A poetic license is not necessary to say that the Spitfires' run to a championship started in the game when the team honored its captain.

The Windsor Spitfires’ triumph at the Memorial Cup was a great conclusion to the junior hockey season. They were deserving champions given its run of play from September until May. Maybe there was a notion that its Memorial Cup triumph was devalued by the absence of the Calgary Hitmen, the team that challenged Windsor for the top spot in the CHL rankings all season. That notion was laid to waste with the abundant ease with which the Spitfires knocked off the Kelowna Rockets, the WHL champs, in the Memorial Cup final Sunday in Rimouski.

In the lead-up to the Spitfires’ final opening-round game in Rimouski I wrote that the team hadn’t faced a must-win game until they had to beat Kelowna just to qualify for the tie-breaker. Hadn’t faced a must-win game. That much was technically true of its season. But on further review—after travelling the length of the St Lawrence—I realize that I probably did a lot of the players on the Windsor team a disservice on that count. I certainly didn’t give the Spitfires’ necessary and deserved credit for persevering in the toughest of circumstances.

Maybe it was just the fog of dozens of junior games at the end of a season. Maybe it was just the fog that blew into Rimouski. I should have given Windsor full credit for one of the most stirring performances I’ve witnessed in any arena.

I was in the old Windsor Arena at the end of February last year for the Spitfires’ first game back after the sudden death of its captain Mickey Renaud. I set the scene for readers of espn.com (here’s the link to my account). Not that any words on a page or a screen can capture the emotions of that night. No, I went back to my hotel room and had to wring myself out so I could start typing. And I was by no means close to the scene. I can’t even imagine what the players went through. I have no idea how general manager Warren Rychel and coach Bob Boughner were able to keep themselves together, never mind how they kept its team in any sort of shape to play.

I don’t think that I have to take poetic license to say that the Spitfires’ run to a championship started with that game.

It wasn’t a must-win for the Spitfires, I suppose. Just a can’t-lose. It wasn’t a matter of needing two points for a decent slot in the standings and it wasn’t a matter of staying alive in the playoffs. It was all about honoring the memory of its friend and team-mate and anything less than its best game would be something that would have haunted them.

It was a situation that 99 percent of players never have to go through. Making it even tougher was the fact that Windsor, a very young team, was in against the veteran-laden Belleville Bulls, the second best team in the OHL that season, an outfit that would go on to the 2008 Memorial Cup semi-final a couple of months later.

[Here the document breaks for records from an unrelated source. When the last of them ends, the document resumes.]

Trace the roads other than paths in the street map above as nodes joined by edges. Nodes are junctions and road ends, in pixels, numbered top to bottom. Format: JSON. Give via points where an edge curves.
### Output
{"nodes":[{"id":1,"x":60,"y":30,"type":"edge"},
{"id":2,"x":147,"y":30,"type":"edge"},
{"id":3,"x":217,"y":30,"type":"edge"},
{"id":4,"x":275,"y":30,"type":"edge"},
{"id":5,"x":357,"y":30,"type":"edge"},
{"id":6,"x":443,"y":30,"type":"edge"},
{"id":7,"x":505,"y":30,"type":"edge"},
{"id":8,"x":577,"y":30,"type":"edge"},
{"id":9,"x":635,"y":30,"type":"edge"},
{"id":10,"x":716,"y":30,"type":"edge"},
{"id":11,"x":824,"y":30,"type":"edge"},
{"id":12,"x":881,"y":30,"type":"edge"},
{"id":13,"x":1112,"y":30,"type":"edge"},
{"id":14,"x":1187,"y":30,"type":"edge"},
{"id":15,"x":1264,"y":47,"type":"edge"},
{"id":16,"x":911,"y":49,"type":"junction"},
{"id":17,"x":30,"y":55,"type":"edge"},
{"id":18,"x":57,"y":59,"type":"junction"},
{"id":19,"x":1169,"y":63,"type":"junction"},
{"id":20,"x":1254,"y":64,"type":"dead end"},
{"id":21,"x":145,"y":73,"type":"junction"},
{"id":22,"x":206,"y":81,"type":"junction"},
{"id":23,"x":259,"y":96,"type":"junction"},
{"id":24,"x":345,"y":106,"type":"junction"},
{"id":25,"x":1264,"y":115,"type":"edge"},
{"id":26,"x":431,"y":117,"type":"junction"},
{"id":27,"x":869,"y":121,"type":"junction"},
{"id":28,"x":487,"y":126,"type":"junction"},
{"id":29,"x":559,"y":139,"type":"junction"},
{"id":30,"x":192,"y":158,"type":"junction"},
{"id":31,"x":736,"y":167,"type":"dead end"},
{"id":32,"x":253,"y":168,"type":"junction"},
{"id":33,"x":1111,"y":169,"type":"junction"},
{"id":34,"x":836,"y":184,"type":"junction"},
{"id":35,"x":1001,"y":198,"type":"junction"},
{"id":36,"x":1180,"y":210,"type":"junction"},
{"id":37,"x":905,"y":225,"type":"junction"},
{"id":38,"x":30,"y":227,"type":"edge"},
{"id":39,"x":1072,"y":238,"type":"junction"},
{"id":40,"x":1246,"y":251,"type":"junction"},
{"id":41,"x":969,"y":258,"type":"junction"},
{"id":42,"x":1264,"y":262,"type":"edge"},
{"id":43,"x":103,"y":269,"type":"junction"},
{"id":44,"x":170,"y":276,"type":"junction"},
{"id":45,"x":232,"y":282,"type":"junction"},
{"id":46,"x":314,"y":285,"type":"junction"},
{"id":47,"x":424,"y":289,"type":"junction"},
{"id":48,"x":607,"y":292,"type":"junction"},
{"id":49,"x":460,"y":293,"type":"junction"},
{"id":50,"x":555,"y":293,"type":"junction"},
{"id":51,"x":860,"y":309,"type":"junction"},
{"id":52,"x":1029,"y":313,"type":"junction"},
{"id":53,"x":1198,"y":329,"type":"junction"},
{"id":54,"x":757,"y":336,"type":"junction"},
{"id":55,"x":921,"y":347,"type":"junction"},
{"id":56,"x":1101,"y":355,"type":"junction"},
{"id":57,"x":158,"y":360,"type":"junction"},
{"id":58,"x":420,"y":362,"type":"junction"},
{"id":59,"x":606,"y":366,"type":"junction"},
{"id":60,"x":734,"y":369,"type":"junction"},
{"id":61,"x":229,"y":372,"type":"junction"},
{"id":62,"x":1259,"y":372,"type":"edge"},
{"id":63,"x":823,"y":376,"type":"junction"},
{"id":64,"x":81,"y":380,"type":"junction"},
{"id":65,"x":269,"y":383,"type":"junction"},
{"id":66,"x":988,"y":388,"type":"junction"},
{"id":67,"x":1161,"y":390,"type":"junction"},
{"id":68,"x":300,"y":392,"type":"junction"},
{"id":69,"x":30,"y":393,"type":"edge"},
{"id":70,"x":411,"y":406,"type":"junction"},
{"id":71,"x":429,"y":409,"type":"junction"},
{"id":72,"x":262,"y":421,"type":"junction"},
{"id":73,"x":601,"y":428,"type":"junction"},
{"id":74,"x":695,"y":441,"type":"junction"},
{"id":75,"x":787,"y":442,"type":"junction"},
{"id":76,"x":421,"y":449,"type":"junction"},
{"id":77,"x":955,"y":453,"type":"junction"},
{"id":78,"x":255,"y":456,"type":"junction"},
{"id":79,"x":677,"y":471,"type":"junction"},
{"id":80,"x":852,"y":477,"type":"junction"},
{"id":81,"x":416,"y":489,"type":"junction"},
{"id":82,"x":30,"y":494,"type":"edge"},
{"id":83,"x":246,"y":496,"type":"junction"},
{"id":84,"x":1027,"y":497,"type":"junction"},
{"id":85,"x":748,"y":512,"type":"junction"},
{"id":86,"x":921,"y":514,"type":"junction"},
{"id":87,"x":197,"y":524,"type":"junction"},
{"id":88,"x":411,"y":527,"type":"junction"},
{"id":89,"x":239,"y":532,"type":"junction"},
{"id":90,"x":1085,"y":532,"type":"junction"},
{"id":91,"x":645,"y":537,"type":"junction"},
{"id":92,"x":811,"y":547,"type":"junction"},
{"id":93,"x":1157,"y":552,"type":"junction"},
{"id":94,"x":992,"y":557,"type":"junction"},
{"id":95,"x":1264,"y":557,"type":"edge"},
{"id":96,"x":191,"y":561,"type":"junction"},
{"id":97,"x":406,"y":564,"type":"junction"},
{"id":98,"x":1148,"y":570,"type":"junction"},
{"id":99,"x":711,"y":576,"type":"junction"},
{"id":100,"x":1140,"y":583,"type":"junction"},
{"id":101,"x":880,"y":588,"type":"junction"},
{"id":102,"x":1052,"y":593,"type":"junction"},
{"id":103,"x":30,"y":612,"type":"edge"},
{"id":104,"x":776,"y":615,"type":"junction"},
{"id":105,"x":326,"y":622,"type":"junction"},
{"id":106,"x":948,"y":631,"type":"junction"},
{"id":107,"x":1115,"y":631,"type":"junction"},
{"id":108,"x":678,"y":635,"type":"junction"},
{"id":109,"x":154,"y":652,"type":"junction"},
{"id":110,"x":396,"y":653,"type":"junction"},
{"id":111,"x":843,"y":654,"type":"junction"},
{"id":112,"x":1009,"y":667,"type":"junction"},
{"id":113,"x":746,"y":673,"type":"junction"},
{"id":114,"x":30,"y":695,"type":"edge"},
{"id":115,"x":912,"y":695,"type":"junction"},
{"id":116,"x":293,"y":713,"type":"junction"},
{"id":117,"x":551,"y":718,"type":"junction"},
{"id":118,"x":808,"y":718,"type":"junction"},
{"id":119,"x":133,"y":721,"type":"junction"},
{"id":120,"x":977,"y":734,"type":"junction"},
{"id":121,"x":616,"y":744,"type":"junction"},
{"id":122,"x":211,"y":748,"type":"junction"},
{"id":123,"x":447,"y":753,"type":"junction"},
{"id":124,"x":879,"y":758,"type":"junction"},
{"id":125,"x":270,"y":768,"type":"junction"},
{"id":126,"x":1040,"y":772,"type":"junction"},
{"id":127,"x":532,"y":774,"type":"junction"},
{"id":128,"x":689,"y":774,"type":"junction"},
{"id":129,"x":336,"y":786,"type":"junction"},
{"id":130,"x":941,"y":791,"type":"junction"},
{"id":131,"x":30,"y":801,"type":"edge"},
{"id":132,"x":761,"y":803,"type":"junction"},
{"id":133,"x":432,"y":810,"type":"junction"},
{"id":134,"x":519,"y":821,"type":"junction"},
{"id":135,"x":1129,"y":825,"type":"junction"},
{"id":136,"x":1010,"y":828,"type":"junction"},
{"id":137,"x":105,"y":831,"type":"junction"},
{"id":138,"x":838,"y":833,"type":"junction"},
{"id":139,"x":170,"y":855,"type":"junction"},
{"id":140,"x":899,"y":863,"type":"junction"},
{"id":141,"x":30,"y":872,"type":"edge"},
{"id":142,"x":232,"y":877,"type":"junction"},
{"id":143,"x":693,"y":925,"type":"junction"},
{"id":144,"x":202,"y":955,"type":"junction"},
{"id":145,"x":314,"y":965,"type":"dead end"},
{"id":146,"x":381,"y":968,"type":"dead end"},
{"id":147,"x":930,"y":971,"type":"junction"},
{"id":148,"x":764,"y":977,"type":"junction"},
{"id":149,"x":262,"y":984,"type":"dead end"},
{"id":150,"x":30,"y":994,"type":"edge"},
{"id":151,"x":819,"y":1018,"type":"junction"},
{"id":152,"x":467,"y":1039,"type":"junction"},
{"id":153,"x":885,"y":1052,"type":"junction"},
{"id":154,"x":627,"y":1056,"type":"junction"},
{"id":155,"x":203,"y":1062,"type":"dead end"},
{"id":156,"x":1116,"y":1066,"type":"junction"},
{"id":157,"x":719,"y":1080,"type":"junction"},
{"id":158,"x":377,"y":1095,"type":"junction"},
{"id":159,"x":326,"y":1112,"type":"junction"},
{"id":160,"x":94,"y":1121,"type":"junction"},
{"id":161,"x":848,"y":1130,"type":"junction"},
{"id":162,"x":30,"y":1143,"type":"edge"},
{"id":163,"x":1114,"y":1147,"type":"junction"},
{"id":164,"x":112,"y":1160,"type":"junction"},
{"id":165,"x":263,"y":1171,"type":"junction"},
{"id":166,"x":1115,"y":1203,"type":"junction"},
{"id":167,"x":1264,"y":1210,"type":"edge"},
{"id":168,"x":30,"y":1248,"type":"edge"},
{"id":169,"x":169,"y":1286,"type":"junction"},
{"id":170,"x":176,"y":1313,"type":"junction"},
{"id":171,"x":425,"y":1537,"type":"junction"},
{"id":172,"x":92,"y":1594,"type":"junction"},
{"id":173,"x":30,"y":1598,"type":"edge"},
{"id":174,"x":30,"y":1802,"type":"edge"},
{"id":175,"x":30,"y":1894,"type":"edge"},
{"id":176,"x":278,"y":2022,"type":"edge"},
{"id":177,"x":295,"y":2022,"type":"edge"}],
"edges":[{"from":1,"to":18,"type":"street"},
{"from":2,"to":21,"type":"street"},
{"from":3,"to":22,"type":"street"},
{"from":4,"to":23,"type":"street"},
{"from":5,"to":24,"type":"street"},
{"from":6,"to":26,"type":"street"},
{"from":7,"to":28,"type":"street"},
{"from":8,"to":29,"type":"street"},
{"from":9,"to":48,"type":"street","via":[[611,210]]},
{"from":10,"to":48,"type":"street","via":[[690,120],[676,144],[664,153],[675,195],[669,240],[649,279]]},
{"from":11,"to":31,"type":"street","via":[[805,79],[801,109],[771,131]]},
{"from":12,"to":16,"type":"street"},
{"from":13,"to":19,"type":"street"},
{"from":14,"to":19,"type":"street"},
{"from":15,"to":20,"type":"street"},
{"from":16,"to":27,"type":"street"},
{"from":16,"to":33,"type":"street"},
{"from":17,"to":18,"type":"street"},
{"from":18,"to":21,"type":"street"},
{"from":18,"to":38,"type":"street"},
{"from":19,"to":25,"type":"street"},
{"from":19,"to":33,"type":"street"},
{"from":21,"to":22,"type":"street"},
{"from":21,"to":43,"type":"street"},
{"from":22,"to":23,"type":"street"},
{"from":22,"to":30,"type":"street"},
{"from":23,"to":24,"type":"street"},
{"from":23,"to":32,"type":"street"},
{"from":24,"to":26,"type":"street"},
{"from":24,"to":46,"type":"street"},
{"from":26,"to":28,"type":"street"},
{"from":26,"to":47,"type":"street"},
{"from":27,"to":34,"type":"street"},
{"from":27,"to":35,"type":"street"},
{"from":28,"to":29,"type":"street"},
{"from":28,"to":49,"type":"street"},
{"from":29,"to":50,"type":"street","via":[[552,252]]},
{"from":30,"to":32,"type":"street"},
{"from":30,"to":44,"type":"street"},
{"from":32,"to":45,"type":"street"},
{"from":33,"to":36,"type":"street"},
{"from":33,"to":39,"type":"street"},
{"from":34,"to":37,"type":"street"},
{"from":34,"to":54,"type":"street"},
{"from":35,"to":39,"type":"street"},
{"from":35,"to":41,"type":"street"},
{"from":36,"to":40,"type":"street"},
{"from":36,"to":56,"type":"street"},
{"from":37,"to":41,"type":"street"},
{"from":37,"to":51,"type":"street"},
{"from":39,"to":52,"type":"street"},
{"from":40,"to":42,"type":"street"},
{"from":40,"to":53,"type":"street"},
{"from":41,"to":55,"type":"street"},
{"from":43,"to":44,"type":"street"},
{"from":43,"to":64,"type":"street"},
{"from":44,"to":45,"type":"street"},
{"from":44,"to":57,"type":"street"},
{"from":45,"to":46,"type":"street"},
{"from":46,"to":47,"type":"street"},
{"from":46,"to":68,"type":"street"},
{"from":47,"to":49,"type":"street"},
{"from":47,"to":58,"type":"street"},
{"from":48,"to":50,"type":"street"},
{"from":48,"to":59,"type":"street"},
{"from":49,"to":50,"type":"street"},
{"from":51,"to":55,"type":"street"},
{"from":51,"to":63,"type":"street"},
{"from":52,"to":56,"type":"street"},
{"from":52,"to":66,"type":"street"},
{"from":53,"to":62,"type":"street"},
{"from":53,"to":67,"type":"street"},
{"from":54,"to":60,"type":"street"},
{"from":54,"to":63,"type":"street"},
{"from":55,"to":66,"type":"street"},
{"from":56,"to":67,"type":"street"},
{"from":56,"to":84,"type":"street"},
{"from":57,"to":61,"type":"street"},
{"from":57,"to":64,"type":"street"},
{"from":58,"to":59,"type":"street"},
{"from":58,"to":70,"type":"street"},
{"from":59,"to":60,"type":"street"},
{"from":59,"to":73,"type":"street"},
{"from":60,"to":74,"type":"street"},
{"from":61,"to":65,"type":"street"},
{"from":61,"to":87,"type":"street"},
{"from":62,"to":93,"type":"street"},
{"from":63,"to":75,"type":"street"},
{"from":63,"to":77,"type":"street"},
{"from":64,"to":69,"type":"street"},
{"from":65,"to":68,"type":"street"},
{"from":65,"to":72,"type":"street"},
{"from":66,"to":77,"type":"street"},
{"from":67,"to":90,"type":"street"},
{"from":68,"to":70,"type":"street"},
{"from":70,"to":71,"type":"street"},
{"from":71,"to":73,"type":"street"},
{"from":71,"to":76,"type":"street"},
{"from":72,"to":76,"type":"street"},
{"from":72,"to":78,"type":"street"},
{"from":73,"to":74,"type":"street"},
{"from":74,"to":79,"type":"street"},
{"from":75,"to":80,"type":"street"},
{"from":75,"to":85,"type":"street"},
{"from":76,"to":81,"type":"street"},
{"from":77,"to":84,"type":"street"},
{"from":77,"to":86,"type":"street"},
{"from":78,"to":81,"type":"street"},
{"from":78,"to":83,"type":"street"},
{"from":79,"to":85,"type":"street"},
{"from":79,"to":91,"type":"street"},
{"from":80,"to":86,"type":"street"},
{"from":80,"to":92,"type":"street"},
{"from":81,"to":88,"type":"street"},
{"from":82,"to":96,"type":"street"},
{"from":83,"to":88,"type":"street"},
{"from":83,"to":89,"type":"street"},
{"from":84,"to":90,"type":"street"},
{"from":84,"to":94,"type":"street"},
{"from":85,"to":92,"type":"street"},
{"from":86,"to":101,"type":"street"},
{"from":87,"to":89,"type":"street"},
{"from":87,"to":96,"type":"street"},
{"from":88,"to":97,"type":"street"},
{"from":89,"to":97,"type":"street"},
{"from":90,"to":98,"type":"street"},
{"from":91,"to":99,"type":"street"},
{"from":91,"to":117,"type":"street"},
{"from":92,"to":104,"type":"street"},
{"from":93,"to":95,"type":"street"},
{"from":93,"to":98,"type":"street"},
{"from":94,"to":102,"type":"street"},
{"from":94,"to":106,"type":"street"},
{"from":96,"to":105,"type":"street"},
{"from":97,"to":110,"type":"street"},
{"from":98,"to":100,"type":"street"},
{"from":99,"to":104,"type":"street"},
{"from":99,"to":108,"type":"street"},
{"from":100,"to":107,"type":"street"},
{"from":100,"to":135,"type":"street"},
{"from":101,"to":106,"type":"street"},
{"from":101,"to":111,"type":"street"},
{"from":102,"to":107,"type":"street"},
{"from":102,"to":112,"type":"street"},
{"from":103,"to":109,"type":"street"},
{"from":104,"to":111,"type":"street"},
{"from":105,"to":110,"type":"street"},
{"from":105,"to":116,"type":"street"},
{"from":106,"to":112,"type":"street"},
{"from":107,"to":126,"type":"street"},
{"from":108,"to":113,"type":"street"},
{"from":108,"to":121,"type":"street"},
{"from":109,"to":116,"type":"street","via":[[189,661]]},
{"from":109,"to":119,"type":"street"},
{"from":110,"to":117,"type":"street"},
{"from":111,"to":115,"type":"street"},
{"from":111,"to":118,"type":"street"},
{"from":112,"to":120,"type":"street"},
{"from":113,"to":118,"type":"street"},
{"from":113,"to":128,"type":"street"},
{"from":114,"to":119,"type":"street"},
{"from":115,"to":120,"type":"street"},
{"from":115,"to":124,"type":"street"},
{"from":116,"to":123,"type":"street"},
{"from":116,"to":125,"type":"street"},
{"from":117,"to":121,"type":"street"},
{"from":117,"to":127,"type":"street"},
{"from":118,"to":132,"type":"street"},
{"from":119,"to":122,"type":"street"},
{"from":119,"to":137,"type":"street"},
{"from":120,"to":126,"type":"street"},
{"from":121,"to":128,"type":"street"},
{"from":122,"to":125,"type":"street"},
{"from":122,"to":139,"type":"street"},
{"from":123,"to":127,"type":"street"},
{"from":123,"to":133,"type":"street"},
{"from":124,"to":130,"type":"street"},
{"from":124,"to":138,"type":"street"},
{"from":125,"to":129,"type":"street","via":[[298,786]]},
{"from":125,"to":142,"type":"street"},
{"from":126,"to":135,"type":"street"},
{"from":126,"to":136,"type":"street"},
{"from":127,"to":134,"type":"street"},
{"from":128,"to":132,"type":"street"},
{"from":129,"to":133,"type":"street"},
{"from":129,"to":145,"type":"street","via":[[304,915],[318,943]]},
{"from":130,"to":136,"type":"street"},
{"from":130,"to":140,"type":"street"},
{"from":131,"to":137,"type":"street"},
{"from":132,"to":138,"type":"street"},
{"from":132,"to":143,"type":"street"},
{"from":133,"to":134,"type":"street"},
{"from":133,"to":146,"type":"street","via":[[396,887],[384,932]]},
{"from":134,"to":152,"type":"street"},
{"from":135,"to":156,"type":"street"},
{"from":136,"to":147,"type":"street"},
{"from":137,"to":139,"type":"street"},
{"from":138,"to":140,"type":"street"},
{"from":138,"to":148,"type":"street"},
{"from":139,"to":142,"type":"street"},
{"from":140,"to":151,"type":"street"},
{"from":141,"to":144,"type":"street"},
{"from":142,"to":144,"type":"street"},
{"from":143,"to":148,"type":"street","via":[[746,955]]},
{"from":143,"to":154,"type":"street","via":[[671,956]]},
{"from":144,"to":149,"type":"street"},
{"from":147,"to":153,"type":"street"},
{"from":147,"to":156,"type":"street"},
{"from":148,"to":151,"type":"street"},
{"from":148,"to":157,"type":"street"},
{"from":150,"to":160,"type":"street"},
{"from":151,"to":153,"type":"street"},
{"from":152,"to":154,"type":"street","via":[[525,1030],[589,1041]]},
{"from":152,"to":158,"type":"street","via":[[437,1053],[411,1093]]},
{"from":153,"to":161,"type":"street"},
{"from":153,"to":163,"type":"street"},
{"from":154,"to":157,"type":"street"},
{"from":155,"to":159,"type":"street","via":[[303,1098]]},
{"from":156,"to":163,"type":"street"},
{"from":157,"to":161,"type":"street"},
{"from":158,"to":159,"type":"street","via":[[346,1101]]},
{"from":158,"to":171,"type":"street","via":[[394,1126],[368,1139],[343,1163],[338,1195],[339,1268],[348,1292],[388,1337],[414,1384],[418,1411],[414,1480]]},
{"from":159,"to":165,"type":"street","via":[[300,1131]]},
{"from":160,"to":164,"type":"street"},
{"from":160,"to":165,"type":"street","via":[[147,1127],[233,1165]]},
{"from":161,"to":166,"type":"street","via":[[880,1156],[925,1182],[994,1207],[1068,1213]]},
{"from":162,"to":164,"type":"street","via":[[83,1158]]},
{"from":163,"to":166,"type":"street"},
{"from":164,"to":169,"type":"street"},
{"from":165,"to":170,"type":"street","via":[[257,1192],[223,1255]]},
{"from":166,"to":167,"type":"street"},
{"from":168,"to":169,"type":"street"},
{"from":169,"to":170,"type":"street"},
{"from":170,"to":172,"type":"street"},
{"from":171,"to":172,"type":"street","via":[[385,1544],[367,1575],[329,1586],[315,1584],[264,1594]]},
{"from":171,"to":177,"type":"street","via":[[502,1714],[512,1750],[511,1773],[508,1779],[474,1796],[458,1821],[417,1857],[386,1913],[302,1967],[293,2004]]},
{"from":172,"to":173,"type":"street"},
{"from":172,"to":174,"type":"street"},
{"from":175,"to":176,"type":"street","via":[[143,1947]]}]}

I suspect few in attendance that night remember much about the game and I’m sure that images from the pregame ceremony are burned in the memories of everyone who was crowded into the old barn. The Windsor players all wearing Spitfires sweaters with Mickey Renaud’s No. 18 and the captain’s C. The players skating out to centre ice and laying the sweaters on a table.

I didn’t have a seat. The old barn could seat two, uncomfortably, in the press box and local chroniclers were stationed there. I sat on the steps, just in front of the last row. All around me people were sobbing.

Belleville won that game 4-3 in a shootout but the Spitfires covered themselves in glory that night. More on adrenaline that talent, they soundly outplayed the Bulls, outshooting them 43-27. They came back to tie the game in the third period, a goal by Taylor Hall sending it into overtime.

It’s fitting that Hall, the best Windsor player that night, went on to be named the Memorial Cup most valuable player fifteen months later. A lot has changed in the time since Mickey Renaud’s death. The Spitfires moved out of the old barn and into a shiny new arena. Windsor, hardscrabble at the best of times, is now in unprecedented economic straits. But there are constants. Warren Rychel and Bob Boughner are still in place. So too are a corps of players constituting the heart of the line-up: forwards Taylor Hall, Adam Henrique, Richard Greenhop, Connor O’Donnell, Justin Shugg, Greg Nemisz and Eric Wellwood; defencemen Ryan Ellis, Rob Kwiet, Mark Cundari and Harry Young; and goaltender Andrew Engelage.

“We think about Mickey every day, every time where in the room,” Hall said in Rimouski. “We were a team before he died but his death brought us that much closer together.”

It brought them together and it elevated them.

I wrote after that game last year that I saw Hall grow up on the ice over the course of 65 minutes. In retrospect, I didn’t give enough credit to the others. Hall was hardly alone in growing up fast, maybe even overnight. A lot of his team-mates did as well. The Spitfires tore it up the rest of the 2007-08 season but in the playoffs they ran into a Sarnia team that featured the best junior player in the land, Steven Stamkos, playing the game better than he ever had before. Another learning experience.

The Spitfires played with an almost unsettling degree of confidence over the course of the 2008-09 season. No matter what challenge they were going to face during a game it was nothing compared to the challenge they faced just stepping on the ice for the pre-game ceremony after Mickey Renaud’s death. Next to that, winning four straight games at the Memorial Cup was a pleasure skate.